**Task item:**
Repeat exactly, and only, the lines from the line containing "stroke(fence, '#1d3f73', 1, [6, 2.5]);" through the last line of the records below, including both.

· · · ·

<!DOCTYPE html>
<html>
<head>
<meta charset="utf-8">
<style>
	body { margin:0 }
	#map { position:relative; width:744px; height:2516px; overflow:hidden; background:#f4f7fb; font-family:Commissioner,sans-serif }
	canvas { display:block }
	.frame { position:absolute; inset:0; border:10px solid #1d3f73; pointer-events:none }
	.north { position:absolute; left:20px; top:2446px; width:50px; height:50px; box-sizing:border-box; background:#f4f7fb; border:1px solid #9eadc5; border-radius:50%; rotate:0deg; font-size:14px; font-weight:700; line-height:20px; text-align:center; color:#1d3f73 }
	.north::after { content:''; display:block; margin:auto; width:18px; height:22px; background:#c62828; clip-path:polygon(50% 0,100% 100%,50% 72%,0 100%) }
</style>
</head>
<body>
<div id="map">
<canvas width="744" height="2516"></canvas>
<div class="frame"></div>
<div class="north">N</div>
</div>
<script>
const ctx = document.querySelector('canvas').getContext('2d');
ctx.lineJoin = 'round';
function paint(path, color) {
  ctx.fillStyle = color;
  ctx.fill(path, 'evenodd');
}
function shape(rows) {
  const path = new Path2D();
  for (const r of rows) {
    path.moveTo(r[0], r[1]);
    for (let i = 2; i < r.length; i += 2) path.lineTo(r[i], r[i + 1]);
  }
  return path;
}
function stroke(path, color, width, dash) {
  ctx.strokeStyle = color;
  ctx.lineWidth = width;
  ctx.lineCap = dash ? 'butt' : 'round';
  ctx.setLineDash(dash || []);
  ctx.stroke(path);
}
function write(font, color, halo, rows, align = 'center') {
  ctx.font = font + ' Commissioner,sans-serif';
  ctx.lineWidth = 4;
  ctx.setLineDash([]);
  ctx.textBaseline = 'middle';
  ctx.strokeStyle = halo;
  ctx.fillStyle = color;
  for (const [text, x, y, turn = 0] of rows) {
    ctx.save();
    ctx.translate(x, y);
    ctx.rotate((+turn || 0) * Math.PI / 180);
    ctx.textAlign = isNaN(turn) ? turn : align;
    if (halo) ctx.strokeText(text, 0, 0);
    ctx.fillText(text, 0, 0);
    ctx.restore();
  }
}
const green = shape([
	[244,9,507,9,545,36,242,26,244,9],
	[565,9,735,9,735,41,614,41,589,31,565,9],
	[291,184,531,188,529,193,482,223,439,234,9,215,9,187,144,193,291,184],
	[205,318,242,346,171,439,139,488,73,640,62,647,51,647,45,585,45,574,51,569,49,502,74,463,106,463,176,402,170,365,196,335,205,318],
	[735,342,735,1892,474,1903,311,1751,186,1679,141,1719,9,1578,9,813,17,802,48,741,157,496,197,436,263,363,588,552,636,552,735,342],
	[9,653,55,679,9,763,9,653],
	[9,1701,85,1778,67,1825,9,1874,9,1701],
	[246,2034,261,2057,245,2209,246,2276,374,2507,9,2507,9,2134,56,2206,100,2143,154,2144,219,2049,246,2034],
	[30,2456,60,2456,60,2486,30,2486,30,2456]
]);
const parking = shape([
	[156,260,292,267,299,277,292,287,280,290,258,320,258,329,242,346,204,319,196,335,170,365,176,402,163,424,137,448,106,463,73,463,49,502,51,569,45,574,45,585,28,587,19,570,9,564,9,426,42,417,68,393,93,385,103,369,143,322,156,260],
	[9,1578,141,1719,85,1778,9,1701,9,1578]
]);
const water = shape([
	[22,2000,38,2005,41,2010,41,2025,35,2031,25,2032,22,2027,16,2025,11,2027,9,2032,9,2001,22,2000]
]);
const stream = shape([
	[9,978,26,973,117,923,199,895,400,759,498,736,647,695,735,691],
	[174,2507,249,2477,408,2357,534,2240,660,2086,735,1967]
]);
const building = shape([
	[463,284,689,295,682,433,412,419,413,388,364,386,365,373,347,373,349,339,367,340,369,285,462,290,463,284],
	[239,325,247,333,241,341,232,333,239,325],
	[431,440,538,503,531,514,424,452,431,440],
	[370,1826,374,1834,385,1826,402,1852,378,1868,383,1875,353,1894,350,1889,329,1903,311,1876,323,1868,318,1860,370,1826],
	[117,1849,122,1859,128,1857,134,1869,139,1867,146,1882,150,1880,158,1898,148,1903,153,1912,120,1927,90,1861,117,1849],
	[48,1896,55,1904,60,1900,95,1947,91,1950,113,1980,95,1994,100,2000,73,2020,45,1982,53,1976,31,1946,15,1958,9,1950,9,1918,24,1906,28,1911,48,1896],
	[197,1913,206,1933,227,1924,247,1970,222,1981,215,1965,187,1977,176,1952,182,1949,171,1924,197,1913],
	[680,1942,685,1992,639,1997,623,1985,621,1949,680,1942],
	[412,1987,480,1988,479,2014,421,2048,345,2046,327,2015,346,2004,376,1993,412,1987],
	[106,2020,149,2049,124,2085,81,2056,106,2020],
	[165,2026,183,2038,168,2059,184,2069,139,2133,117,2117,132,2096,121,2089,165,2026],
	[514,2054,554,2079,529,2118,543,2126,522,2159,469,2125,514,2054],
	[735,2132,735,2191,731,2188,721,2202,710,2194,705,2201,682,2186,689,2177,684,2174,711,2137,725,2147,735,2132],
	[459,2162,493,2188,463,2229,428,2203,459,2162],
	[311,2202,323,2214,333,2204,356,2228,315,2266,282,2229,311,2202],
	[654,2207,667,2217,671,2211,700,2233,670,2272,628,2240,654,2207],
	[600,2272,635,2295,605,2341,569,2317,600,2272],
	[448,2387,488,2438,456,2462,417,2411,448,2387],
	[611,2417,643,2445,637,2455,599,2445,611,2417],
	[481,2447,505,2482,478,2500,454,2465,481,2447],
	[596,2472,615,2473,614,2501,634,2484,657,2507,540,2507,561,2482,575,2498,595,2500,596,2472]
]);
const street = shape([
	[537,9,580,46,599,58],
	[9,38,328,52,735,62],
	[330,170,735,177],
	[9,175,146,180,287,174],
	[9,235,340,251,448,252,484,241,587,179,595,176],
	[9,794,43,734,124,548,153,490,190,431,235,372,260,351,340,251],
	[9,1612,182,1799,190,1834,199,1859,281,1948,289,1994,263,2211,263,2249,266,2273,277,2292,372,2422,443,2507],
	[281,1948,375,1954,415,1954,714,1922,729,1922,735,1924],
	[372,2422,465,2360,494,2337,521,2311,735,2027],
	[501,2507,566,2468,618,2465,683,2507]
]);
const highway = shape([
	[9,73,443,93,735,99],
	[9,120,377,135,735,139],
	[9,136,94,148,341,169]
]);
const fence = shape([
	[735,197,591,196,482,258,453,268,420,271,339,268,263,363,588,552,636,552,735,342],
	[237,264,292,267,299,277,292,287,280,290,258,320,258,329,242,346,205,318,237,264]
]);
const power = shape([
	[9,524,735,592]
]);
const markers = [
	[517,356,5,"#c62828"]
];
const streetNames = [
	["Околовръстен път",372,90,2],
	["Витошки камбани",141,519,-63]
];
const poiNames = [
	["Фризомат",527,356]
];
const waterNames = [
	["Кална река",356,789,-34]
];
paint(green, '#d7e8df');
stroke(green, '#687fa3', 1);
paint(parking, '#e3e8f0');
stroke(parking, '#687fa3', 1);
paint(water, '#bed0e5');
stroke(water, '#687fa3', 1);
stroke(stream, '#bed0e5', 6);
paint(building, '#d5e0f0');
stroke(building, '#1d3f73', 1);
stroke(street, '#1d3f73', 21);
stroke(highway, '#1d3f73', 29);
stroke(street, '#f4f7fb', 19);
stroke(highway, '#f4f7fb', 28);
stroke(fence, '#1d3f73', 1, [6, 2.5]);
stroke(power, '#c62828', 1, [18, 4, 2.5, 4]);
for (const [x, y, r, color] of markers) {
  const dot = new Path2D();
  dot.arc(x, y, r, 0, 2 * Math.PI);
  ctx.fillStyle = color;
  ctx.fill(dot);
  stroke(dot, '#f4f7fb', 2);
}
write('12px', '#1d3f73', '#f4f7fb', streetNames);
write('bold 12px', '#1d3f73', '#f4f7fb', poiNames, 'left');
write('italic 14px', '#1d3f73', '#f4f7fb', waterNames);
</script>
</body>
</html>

· · · ·

**Exercise result:**
stroke(fence, '#1d3f73', 1, [6, 2.5]);
stroke(power, '#c62828', 1, [18, 4, 2.5, 4]);
for (const [x, y, r, color] of markers) {
  const dot = new Path2D();
  dot.arc(x, y, r, 0, 2 * Math.PI);
  ctx.fillStyle = color;
  ctx.fill(dot);
  stroke(dot, '#f4f7fb', 2);
}
write('12px', '#1d3f73', '#f4f7fb', streetNames);
write('bold 12px', '#1d3f73', '#f4f7fb', poiNames, 'left');
write('italic 14px', '#1d3f73', '#f4f7fb', waterNames);
</script>
</body>
</html>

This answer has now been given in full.